(Beginning of SUPPLIED DATA)

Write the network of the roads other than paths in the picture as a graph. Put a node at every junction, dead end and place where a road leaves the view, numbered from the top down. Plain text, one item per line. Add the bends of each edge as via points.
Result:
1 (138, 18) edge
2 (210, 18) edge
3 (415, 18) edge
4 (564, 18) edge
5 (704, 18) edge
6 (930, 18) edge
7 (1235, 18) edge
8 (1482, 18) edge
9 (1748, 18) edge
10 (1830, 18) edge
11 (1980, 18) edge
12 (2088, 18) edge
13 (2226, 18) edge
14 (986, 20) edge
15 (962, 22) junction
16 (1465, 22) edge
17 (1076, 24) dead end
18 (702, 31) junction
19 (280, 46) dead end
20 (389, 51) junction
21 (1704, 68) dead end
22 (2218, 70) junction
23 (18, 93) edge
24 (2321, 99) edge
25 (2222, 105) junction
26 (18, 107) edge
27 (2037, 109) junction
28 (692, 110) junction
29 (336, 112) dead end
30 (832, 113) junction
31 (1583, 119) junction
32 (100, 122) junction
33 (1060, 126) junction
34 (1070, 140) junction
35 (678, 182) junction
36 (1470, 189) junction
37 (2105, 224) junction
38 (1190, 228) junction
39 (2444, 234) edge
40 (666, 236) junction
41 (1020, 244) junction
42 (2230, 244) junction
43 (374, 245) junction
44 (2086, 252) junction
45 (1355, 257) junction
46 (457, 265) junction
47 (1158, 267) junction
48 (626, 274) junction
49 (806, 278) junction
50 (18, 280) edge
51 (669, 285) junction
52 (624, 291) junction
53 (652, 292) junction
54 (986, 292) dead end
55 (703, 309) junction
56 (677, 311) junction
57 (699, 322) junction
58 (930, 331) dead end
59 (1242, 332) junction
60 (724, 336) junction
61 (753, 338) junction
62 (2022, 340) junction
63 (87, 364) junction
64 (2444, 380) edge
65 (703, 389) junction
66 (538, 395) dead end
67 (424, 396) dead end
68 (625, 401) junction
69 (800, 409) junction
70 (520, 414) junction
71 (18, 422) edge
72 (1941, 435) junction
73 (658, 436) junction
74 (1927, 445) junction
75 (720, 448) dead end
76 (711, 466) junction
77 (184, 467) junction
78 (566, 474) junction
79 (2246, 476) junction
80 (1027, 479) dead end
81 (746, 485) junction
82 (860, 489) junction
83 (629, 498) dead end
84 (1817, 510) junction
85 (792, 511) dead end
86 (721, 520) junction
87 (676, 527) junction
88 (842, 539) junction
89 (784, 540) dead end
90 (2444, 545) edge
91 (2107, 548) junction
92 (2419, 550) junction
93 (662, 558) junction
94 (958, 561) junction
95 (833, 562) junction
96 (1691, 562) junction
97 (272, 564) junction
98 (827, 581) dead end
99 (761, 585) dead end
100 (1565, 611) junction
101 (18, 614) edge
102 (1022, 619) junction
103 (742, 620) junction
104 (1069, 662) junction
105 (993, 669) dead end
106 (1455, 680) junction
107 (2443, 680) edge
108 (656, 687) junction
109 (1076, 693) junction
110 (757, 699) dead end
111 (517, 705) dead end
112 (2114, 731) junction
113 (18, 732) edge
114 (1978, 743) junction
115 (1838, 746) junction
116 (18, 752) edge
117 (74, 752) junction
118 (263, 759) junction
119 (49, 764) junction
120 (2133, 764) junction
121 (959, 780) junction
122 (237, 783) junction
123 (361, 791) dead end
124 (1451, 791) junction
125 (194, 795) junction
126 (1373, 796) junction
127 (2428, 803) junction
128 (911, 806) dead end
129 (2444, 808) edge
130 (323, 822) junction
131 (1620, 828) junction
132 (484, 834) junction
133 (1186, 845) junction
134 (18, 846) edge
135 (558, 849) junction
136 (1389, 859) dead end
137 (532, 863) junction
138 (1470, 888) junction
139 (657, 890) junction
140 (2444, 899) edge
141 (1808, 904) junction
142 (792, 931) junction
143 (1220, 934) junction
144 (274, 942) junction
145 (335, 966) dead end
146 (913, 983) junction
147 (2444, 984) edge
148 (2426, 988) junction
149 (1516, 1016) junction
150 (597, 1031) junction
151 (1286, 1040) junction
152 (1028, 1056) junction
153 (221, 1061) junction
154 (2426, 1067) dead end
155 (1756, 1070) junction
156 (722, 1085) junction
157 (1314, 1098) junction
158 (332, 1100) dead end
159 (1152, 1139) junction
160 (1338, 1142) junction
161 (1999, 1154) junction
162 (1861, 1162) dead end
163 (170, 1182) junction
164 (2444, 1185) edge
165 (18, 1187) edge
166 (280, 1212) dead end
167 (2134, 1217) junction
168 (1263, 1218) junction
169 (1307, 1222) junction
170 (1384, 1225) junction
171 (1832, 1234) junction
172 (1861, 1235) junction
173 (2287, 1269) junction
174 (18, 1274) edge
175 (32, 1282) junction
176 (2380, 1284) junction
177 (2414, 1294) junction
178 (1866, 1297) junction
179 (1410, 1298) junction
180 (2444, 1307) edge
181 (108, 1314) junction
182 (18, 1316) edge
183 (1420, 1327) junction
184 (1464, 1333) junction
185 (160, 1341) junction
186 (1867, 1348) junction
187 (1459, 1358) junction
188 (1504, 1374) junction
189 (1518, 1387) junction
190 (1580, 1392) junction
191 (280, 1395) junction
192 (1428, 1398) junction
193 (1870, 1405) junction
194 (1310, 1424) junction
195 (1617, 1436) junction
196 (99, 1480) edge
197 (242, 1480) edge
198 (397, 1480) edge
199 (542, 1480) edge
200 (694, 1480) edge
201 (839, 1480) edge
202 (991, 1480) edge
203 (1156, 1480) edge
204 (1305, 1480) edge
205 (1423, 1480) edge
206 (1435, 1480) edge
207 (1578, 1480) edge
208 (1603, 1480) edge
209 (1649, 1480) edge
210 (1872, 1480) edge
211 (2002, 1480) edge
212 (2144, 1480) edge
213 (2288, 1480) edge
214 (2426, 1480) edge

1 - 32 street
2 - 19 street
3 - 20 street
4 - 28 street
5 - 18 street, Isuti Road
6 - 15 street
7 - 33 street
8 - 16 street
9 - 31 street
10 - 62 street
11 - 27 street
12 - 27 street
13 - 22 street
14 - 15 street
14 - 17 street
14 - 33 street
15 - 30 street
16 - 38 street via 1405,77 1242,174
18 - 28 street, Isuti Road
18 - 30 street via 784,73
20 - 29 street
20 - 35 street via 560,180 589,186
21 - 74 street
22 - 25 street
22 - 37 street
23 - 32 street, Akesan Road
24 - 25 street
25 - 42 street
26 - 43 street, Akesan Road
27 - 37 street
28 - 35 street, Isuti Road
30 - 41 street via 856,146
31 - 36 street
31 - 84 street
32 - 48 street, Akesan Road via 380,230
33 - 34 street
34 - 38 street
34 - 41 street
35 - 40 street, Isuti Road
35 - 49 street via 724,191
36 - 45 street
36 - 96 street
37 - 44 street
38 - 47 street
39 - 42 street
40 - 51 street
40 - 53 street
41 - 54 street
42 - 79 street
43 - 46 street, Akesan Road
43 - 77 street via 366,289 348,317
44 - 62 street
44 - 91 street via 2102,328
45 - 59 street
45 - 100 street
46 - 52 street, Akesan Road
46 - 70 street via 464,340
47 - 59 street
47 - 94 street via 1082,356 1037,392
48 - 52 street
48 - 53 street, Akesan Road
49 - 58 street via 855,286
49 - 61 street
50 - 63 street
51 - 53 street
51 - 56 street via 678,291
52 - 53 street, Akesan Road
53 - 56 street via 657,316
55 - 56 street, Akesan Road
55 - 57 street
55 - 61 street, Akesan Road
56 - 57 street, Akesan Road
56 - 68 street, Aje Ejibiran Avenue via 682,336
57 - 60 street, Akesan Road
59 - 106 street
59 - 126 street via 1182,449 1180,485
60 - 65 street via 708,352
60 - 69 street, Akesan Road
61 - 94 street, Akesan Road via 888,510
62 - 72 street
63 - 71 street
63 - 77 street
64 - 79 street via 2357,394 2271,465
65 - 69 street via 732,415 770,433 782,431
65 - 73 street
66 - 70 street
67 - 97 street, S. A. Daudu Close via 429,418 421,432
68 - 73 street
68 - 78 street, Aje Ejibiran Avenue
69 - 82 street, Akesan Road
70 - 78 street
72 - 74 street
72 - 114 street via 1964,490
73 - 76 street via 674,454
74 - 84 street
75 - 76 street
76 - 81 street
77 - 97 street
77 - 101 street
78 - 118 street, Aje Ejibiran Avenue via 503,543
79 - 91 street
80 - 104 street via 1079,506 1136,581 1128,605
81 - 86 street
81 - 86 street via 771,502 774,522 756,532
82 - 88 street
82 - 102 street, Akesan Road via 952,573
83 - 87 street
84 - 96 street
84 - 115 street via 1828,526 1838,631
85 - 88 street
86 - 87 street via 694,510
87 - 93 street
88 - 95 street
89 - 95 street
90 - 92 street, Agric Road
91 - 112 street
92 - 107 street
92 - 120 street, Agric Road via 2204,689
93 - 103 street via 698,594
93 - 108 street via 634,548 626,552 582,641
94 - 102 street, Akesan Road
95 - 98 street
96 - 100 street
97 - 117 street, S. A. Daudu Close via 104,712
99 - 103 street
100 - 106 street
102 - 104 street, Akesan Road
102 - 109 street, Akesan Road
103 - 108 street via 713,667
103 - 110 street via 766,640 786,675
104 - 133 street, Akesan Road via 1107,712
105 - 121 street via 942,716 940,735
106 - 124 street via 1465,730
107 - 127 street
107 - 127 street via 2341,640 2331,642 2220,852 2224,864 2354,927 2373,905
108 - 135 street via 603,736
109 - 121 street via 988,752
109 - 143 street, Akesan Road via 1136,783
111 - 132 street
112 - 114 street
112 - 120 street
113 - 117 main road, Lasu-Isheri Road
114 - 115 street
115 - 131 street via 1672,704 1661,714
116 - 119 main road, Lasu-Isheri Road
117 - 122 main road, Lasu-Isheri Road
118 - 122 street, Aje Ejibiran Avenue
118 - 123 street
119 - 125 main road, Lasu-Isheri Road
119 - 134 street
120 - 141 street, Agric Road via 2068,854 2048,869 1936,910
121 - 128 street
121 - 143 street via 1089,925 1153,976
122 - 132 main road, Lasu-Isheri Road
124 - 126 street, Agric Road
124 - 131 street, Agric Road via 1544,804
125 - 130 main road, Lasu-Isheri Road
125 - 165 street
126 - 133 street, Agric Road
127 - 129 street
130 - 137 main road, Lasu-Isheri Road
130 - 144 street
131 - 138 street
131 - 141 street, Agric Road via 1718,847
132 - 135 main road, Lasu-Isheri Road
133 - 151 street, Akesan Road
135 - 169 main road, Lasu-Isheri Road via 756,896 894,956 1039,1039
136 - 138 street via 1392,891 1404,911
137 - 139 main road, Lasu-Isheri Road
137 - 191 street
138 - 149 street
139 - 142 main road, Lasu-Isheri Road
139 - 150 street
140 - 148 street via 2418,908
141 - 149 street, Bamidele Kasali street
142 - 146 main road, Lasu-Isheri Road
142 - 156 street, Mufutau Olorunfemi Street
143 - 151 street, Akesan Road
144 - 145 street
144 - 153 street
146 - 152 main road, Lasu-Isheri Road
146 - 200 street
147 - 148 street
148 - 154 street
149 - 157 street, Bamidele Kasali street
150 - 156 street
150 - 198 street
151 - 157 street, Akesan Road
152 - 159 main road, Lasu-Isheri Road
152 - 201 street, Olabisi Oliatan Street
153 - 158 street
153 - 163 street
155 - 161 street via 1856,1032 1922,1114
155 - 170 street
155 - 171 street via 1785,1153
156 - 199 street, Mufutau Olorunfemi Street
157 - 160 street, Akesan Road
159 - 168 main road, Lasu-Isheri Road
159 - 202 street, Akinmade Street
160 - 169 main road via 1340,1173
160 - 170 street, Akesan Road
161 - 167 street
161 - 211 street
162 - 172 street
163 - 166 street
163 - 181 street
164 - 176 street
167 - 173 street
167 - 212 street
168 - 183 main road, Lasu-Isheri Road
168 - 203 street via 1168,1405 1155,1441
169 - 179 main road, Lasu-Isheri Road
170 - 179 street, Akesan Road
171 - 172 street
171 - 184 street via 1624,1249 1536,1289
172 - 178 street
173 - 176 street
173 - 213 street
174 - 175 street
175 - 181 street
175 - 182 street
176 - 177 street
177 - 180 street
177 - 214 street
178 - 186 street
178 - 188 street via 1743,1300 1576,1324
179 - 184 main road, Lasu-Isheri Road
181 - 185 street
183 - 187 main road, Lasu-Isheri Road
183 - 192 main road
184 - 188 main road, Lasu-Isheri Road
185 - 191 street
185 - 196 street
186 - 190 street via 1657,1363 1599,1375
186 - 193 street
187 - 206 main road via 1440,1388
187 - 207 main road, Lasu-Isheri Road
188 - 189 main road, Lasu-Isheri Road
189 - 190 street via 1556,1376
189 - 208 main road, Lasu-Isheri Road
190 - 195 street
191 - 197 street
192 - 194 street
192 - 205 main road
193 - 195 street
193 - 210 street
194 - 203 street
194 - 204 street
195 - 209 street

(End of SUPPLIED DATA)

> **WHAT NEEDS TO BE DONE**: The lines above that include "Agric" should each be listed.

> **THE COMPLETED TASK**:
90 - 92 street, Agric Road
92 - 120 street, Agric Road via 2204,689
120 - 141 street, Agric Road via 2068,854 2048,869 1936,910
124 - 126 street, Agric Road
124 - 131 street, Agric Road via 1544,804
126 - 133 street, Agric Road
131 - 141 street, Agric Road via 1718,847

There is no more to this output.